Anyway, that's subjective crap. Here's the main thing. The coupling unification prediction is not a good test by itself, and the observed SUSY matching of couplings is a little too good in SUSY GUTs. One should expect a certain failure of the coupling unification from non-renormalizable terms at the GUT scale, and that this failure is absent in the SUSY models is a little suspicious.
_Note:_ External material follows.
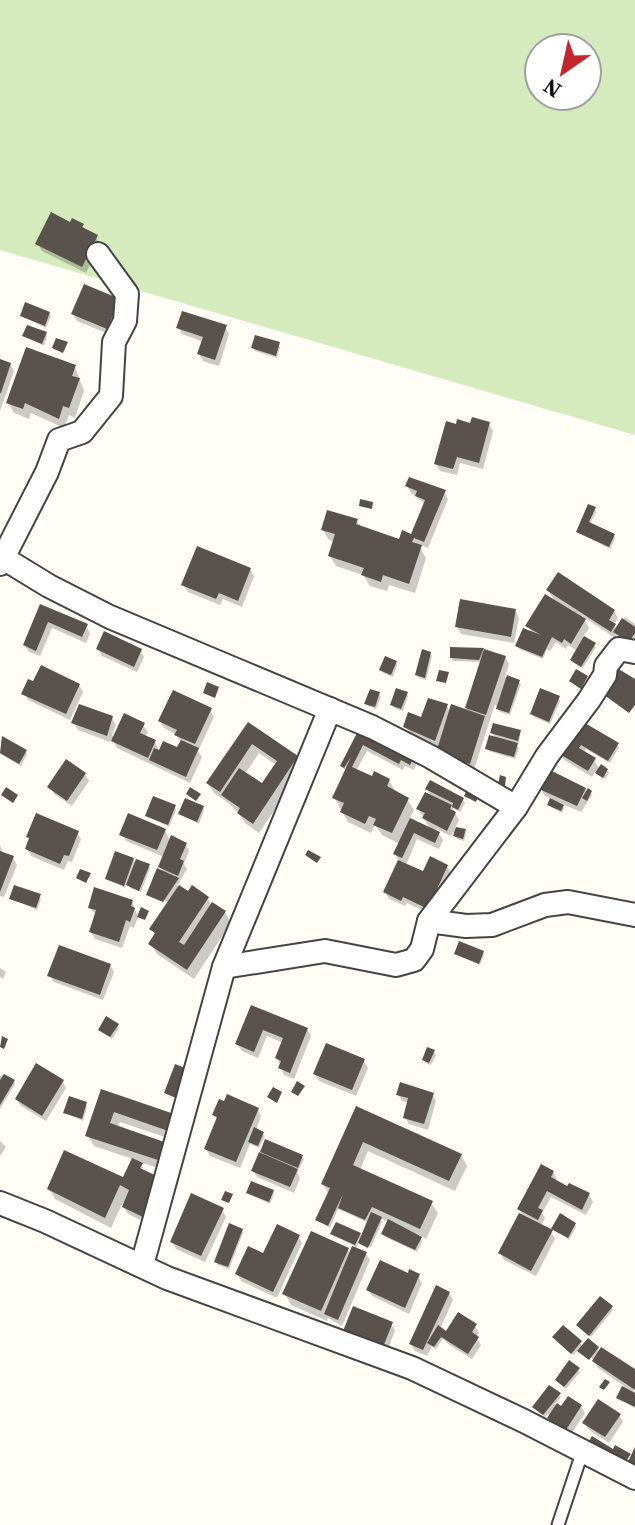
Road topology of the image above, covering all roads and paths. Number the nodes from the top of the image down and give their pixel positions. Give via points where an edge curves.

The field theory predictions for unification assume there are no non-renormalizable terms. The GUT scale is always close enough to the Planck scale to make this assumption implausible. For the simplest example, consider the standard SU(5) gut with a breaking to the standard model through the standard SU(5) adjoint Higgs field $H$ which has VEV $\mathrm{diag}(A,A,A,B,B)$. In this theory, introduce the natural dimension 5 operator:

$$ {\alpha \over M} tr H G G $$

This gives couplings of SU(2) and SU(3) modified by

$$ \Delta {1\over g_3^2} \propto \alpha {A\over M} $$ $$ \Delta {1\over g_2^2} \propto \alpha {B\over M} $$ $$ \Delta {1\over g_1^2} \propto \alpha {2A+3B\over 5M}$$

Where the proportionality constant is the same for all 3, depending only on the generator inner product convention. if you define the GUT coupling to be the strong SU(3) coupling, the difference in the other couplings at the GUT scale is

$$ \Delta {1\over g_2^2} = \alpha {B-A\over M} $$ $$ \Delta {1\over g_1^2} = \alpha {3(B-A)\over 5M}$$

So the U(1) coupling is shifted by 3/5 the amount the SU(2) coupling is shifted. This is enough to determine the possible points where SU(5) unification can happen--- you look for a point where the SU(3)-SU(2) difference is 5/3 the SU(3)-U(1) difference. Looking at the coupling graph, the points are too low in energy for proton decay, they are around $10^{15}$ GeV, so this type of fix is ruled out.

Using dimension 6 terms, you can get whatever you want for couplings and unification, and if the unification is at $10^{17}$ GeV, you might expect hefty dimension 6 contributions. But if you have dimension 6 terms important at the GUT scale, you should probably be doing string theory to get the coefficients, not piddling around with effective actions. I think to call a theory a GUT, you want to include leading corrections only.

The fact that the natural dimension 5 fix doesn't work suggests that it doesn't work in SO(10) either, although you have to list out all the dimension 5 operators there. You can also try very high order terms (like using SU(5) epsilon tensor) to reproduce miniscule things, there is no analysis of the effect of nonrenormalizable corrections, and there probably is a host of models which work fine.

The failure of couplings we see is not inconsistent with the level of coupling modification expected from a dimension 5 term. I asked about this here a few months ago: Non-renormalizable corrections to GUT unification.